SUPPLIED MATERIAL START
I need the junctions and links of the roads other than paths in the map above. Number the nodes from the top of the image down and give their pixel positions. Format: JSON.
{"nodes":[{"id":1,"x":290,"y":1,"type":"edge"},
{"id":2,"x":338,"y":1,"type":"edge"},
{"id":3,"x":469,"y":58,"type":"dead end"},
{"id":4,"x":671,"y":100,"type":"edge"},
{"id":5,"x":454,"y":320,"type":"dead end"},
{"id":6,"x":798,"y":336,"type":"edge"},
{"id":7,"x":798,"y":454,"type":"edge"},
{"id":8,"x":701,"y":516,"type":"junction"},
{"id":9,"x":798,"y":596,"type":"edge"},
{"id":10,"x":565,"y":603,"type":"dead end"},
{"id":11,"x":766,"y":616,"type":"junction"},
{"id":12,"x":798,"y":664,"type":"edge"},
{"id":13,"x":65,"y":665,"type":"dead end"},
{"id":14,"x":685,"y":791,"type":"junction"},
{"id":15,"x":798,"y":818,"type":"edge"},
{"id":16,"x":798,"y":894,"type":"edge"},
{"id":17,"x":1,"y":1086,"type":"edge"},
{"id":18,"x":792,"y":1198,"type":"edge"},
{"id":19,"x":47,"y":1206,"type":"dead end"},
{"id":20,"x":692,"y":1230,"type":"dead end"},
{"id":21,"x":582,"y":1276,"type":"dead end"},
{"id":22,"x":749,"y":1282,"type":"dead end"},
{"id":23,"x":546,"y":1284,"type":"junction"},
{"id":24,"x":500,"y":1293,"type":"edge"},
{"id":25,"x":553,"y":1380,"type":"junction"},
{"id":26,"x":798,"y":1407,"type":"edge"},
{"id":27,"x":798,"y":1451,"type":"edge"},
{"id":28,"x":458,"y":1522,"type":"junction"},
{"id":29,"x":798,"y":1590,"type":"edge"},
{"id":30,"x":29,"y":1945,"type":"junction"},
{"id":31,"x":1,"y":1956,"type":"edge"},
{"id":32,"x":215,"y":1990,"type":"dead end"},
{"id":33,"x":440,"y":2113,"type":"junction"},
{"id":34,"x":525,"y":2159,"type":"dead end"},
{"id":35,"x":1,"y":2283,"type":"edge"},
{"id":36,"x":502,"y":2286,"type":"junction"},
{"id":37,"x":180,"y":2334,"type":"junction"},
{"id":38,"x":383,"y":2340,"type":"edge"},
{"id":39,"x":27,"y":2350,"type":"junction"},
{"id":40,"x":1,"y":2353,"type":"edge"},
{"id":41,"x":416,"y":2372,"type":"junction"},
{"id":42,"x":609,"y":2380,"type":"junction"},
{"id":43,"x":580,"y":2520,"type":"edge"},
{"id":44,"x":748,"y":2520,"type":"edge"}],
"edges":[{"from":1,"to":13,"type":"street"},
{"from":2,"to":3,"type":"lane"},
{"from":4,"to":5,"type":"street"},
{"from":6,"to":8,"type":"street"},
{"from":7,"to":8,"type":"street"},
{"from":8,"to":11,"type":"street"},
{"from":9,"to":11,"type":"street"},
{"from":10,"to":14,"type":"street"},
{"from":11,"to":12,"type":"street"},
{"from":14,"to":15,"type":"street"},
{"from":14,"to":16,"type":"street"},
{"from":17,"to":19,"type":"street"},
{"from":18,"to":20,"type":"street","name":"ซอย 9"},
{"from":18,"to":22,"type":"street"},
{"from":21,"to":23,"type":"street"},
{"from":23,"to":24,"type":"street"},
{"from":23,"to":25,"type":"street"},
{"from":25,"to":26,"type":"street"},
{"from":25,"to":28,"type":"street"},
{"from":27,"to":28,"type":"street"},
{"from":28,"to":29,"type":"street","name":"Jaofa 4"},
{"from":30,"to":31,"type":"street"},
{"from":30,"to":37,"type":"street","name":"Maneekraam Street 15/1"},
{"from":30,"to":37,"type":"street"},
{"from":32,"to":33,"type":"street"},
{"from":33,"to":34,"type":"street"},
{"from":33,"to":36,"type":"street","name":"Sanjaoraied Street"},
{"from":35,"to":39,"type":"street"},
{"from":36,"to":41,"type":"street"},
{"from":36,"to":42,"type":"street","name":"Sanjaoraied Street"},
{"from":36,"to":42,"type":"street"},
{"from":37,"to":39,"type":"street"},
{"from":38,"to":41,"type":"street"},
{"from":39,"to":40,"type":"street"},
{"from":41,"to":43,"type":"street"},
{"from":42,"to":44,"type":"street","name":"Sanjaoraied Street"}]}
SUPPLIED MATERIAL END
▶ **EXERCISE REQUIREMENTS**:
Please return all lines from the records that hold the word "dead".

▶ **SOLUTION**:
{"id":3,"x":469,"y":58,"type":"dead end"},
{"id":5,"x":454,"y":320,"type":"dead end"},
{"id":10,"x":565,"y":603,"type":"dead end"},
{"id":13,"x":65,"y":665,"type":"dead end"},
{"id":19,"x":47,"y":1206,"type":"dead end"},
{"id":20,"x":692,"y":1230,"type":"dead end"},
{"id":21,"x":582,"y":1276,"type":"dead end"},
{"id":22,"x":749,"y":1282,"type":"dead end"},
{"id":32,"x":215,"y":1990,"type":"dead end"},
{"id":34,"x":525,"y":2159,"type":"dead end"},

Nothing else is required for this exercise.